Jehovah Shalom: “The Lord is peace”
This name comes from the account of Gideon’s altar, which he built at Ophrah after the Angel of the Lord assured him that he would not die — as Gideon had initially believed he would, since he had seen God (Judges 6:24).
This name speaks of God’s ability to bring peace into our lives, as we recognise Him as the source of true peace even in the midst of life’s turmoil and challenges.
Regardless of what life might throw at us, we can find refuge in our God who is peace and gives peace.
Jehovah Rohi: “The Lord is my shepherd”
This name is used by David in Psalm 23:1 as he pondered on his relationship with God. It portrays God as the caring and guiding Shepherd who leads, protects and provides for His sheep.
The name emphasises the close relationship between God and His people.
Indeed, we are created to follow our Shepherd closely, because He is one who guides and tends to His sheep.
Jehovah Tsidkenu: “The Lord is our righteousness”
This name is found in a prophecy about Jesus in Jeremiah 23:5-6. It reminds us that God alone can provide righteousness to His people.
We are justified through God’s Son, Jesus Christ, who became sin for us “so that in him we might become the righteousness of God” (2 Corinthians 5:21).
Even in our failures, we can be assured that we are justified in God’s eyes through Jesus’ righteousness.
Have you come to know this Jesus?
“For now we see only a reflection as in a mirror; then we shall see face to face.

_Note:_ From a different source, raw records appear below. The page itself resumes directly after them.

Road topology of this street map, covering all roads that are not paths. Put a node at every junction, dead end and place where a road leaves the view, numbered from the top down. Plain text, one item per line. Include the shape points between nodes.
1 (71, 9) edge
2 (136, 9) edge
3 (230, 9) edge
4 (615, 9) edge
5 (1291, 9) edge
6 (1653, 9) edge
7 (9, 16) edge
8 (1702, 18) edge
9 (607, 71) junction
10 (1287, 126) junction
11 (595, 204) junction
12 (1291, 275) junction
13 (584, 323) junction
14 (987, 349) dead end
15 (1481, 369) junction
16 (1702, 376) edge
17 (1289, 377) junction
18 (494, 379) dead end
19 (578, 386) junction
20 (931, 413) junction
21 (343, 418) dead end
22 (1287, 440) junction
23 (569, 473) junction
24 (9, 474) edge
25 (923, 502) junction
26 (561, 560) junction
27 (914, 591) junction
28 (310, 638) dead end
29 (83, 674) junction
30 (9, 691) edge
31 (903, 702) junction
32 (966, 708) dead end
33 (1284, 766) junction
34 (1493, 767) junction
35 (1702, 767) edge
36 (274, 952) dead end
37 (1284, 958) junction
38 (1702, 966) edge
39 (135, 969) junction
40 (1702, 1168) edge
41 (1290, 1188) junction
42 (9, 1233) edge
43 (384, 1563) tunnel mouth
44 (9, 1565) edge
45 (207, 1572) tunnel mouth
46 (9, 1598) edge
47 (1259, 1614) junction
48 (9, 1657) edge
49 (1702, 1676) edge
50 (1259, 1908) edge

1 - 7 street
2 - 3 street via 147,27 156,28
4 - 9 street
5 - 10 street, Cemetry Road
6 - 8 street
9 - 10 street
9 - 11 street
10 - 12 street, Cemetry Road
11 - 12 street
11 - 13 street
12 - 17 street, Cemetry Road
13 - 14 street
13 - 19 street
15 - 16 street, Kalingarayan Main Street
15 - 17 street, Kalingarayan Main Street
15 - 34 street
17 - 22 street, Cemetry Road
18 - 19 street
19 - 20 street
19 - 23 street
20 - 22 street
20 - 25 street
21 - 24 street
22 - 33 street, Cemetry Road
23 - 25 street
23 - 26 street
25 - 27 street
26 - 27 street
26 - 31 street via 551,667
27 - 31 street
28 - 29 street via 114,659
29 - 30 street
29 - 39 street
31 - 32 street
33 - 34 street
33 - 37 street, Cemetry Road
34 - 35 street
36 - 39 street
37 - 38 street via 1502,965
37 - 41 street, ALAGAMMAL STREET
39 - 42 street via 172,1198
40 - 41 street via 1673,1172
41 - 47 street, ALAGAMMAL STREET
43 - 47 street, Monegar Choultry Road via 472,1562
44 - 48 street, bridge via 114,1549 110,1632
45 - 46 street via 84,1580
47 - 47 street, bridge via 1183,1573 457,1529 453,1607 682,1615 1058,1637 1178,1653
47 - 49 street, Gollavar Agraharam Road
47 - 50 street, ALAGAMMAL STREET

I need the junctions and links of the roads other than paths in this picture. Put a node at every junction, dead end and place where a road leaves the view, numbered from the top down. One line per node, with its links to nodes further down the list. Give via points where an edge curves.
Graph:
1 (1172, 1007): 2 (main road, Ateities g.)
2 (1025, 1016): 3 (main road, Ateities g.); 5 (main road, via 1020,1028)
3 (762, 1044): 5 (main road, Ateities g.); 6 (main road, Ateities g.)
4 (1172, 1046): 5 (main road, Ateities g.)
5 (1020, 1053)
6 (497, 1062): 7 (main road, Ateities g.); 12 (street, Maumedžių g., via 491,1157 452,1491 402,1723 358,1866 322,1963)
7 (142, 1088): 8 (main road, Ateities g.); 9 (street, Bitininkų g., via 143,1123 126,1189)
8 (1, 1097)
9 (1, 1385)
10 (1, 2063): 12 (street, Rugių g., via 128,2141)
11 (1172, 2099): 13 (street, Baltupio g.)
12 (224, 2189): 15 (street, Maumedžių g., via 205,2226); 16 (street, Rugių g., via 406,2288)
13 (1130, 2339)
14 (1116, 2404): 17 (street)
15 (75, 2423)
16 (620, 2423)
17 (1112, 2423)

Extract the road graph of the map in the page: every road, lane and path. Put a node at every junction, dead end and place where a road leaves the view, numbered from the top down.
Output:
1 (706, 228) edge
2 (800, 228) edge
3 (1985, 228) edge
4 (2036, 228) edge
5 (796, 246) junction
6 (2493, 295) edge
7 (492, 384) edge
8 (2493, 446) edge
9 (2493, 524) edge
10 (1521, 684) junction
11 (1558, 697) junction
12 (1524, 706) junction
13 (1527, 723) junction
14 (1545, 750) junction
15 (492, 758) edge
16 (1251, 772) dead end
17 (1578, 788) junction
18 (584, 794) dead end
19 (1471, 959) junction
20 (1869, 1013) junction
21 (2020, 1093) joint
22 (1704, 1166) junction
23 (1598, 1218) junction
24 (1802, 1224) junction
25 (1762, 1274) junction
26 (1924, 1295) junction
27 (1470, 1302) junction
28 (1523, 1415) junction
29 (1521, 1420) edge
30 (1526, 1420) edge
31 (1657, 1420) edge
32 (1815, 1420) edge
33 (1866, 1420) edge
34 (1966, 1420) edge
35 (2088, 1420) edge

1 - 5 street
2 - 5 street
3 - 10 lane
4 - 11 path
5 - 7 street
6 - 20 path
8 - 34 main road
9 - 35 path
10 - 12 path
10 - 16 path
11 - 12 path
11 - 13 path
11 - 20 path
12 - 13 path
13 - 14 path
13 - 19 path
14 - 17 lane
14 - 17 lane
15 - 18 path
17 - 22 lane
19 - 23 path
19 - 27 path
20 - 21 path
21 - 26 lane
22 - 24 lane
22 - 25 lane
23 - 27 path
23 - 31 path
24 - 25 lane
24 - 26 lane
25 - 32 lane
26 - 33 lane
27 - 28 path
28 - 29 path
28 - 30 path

Now I know in part; then I shall know fully, even as I am fully known.” (1 Corinthians 13:12)
There are many names of God in the Bible because God cannot be simply encapsulated in a name or two.
Each of these names highlights a unique attribute of God and how He relates to His creation.
Ultimately, we must remember that these are not just names that we learn and study about, but attributes and characteristics of an Almighty God we can know and grow in intimacy with.
Even as we grow in our relationship with God, while we only know “in part”, we can look forward to the Day when we can know Him fully, as we finally see Him face to face.
- What did you learn about the names of God?
- Which name of God spoke to you? Why?
- Take a moment to pray it over yourself, your family, your friends.